[[ Data for processing, beginning ]]

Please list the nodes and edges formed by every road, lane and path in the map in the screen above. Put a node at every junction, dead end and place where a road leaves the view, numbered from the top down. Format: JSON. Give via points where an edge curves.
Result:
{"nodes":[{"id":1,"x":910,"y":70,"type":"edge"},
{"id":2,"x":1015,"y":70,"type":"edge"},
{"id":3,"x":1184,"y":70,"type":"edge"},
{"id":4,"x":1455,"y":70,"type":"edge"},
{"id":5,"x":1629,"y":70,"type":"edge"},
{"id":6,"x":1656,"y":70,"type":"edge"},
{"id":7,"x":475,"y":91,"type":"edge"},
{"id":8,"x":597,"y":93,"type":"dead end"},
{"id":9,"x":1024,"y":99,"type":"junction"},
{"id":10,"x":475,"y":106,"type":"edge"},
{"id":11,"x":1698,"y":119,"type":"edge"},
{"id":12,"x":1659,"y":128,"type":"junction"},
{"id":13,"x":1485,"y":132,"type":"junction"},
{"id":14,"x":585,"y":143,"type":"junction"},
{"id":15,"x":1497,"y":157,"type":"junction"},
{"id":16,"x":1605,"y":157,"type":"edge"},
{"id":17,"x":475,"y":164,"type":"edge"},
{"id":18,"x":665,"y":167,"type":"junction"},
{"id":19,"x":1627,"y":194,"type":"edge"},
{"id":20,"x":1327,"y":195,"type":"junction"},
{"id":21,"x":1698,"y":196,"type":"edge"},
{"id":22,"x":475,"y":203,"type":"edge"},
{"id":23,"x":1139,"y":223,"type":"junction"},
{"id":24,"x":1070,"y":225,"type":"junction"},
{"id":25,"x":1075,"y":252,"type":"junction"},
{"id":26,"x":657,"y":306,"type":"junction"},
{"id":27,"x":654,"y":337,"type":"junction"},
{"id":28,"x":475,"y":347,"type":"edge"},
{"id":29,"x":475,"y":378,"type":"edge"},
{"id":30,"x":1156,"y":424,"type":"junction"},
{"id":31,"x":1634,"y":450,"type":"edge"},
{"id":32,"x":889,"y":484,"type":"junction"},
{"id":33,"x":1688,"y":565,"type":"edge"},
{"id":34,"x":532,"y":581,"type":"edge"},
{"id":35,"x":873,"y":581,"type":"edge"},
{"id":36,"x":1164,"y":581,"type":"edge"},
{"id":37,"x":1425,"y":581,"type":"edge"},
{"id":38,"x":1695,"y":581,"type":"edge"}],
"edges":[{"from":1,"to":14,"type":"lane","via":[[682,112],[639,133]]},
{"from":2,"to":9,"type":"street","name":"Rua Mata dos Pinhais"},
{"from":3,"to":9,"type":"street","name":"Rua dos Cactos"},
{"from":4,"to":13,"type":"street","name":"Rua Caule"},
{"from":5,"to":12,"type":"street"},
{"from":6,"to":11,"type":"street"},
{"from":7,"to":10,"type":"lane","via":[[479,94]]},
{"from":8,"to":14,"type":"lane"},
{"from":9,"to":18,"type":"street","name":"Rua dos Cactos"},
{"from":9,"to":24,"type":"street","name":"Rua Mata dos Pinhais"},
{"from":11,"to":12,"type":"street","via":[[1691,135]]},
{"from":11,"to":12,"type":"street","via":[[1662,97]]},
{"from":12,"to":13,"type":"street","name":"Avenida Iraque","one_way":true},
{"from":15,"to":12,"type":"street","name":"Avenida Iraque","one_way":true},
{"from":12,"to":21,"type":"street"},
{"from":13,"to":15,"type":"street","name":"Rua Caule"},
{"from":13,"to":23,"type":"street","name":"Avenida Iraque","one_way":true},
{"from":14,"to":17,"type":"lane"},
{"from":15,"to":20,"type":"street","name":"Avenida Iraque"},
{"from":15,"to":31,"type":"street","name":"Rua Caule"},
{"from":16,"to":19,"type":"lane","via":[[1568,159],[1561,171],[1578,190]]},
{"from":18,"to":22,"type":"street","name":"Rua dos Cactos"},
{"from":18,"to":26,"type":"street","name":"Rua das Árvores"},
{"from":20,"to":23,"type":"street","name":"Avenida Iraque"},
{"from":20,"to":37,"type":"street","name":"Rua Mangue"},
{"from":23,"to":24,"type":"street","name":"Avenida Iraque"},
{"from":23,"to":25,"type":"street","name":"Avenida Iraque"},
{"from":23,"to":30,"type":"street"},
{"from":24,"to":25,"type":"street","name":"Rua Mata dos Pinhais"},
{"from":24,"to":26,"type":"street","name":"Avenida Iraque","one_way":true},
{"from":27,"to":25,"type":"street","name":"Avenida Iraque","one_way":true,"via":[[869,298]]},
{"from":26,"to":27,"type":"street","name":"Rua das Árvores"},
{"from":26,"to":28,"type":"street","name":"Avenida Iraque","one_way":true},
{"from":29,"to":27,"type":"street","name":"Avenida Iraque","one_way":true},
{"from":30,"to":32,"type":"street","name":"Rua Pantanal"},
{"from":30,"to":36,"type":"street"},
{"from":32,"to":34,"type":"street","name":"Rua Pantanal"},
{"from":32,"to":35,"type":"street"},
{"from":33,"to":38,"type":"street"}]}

[[ Data for processing, end ]]

Exercise brief: Reproduce the full listing exactly.

Reply:
Please list the nodes and edges formed by every road, lane and path in the map in the screen above. Put a node at every junction, dead end and place where a road leaves the view, numbered from the top down. Format: JSON. Give via points where an edge curves.
Result:
{"nodes":[{"id":1,"x":910,"y":70,"type":"edge"},
{"id":2,"x":1015,"y":70,"type":"edge"},
{"id":3,"x":1184,"y":70,"type":"edge"},
{"id":4,"x":1455,"y":70,"type":"edge"},
{"id":5,"x":1629,"y":70,"type":"edge"},
{"id":6,"x":1656,"y":70,"type":"edge"},
{"id":7,"x":475,"y":91,"type":"edge"},
{"id":8,"x":597,"y":93,"type":"dead end"},
{"id":9,"x":1024,"y":99,"type":"junction"},
{"id":10,"x":475,"y":106,"type":"edge"},
{"id":11,"x":1698,"y":119,"type":"edge"},
{"id":12,"x":1659,"y":128,"type":"junction"},
{"id":13,"x":1485,"y":132,"type":"junction"},
{"id":14,"x":585,"y":143,"type":"junction"},
{"id":15,"x":1497,"y":157,"type":"junction"},
{"id":16,"x":1605,"y":157,"type":"edge"},
{"id":17,"x":475,"y":164,"type":"edge"},
{"id":18,"x":665,"y":167,"type":"junction"},
{"id":19,"x":1627,"y":194,"type":"edge"},
{"id":20,"x":1327,"y":195,"type":"junction"},
{"id":21,"x":1698,"y":196,"type":"edge"},
{"id":22,"x":475,"y":203,"type":"edge"},
{"id":23,"x":1139,"y":223,"type":"junction"},
{"id":24,"x":1070,"y":225,"type":"junction"},
{"id":25,"x":1075,"y":252,"type":"junction"},
{"id":26,"x":657,"y":306,"type":"junction"},
{"id":27,"x":654,"y":337,"type":"junction"},
{"id":28,"x":475,"y":347,"type":"edge"},
{"id":29,"x":475,"y":378,"type":"edge"},
{"id":30,"x":1156,"y":424,"type":"junction"},
{"id":31,"x":1634,"y":450,"type":"edge"},
{"id":32,"x":889,"y":484,"type":"junction"},
{"id":33,"x":1688,"y":565,"type":"edge"},
{"id":34,"x":532,"y":581,"type":"edge"},
{"id":35,"x":873,"y":581,"type":"edge"},
{"id":36,"x":1164,"y":581,"type":"edge"},
{"id":37,"x":1425,"y":581,"type":"edge"},
{"id":38,"x":1695,"y":581,"type":"edge"}],
"edges":[{"from":1,"to":14,"type":"lane","via":[[682,112],[639,133]]},
{"from":2,"to":9,"type":"street","name":"Rua Mata dos Pinhais"},
{"from":3,"to":9,"type":"street","name":"Rua dos Cactos"},
{"from":4,"to":13,"type":"street","name":"Rua Caule"},
{"from":5,"to":12,"type":"street"},
{"from":6,"to":11,"type":"street"},
{"from":7,"to":10,"type":"lane","via":[[479,94]]},
{"from":8,"to":14,"type":"lane"},
{"from":9,"to":18,"type":"street","name":"Rua dos Cactos"},
{"from":9,"to":24,"type":"street","name":"Rua Mata dos Pinhais"},
{"from":11,"to":12,"type":"street","via":[[1691,135]]},
{"from":11,"to":12,"type":"street","via":[[1662,97]]},
{"from":12,"to":13,"type":"street","name":"Avenida Iraque","one_way":true},
{"from":15,"to":12,"type":"street","name":"Avenida Iraque","one_way":true},
{"from":12,"to":21,"type":"street"},
{"from":13,"to":15,"type":"street","name":"Rua Caule"},
{"from":13,"to":23,"type":"street","name":"Avenida Iraque","one_way":true},
{"from":14,"to":17,"type":"lane"},
{"from":15,"to":20,"type":"street","name":"Avenida Iraque"},
{"from":15,"to":31,"type":"street","name":"Rua Caule"},
{"from":16,"to":19,"type":"lane","via":[[1568,159],[1561,171],[1578,190]]},
{"from":18,"to":22,"type":"street","name":"Rua dos Cactos"},
{"from":18,"to":26,"type":"street","name":"Rua das Árvores"},
{"from":20,"to":23,"type":"street","name":"Avenida Iraque"},
{"from":20,"to":37,"type":"street","name":"Rua Mangue"},
{"from":23,"to":24,"type":"street","name":"Avenida Iraque"},
{"from":23,"to":25,"type":"street","name":"Avenida Iraque"},
{"from":23,"to":30,"type":"street"},
{"from":24,"to":25,"type":"street","name":"Rua Mata dos Pinhais"},
{"from":24,"to":26,"type":"street","name":"Avenida Iraque","one_way":true},
{"from":27,"to":25,"type":"street","name":"Avenida Iraque","one_way":true,"via":[[869,298]]},
{"from":26,"to":27,"type":"street","name":"Rua das Árvores"},
{"from":26,"to":28,"type":"street","name":"Avenida Iraque","one_way":true},
{"from":29,"to":27,"type":"street","name":"Avenida Iraque","one_way":true},
{"from":30,"to":32,"type":"street","name":"Rua Pantanal"},
{"from":30,"to":36,"type":"street"},
{"from":32,"to":34,"type":"street","name":"Rua Pantanal"},
{"from":32,"to":35,"type":"street"},
{"from":33,"to":38,"type":"street"}]}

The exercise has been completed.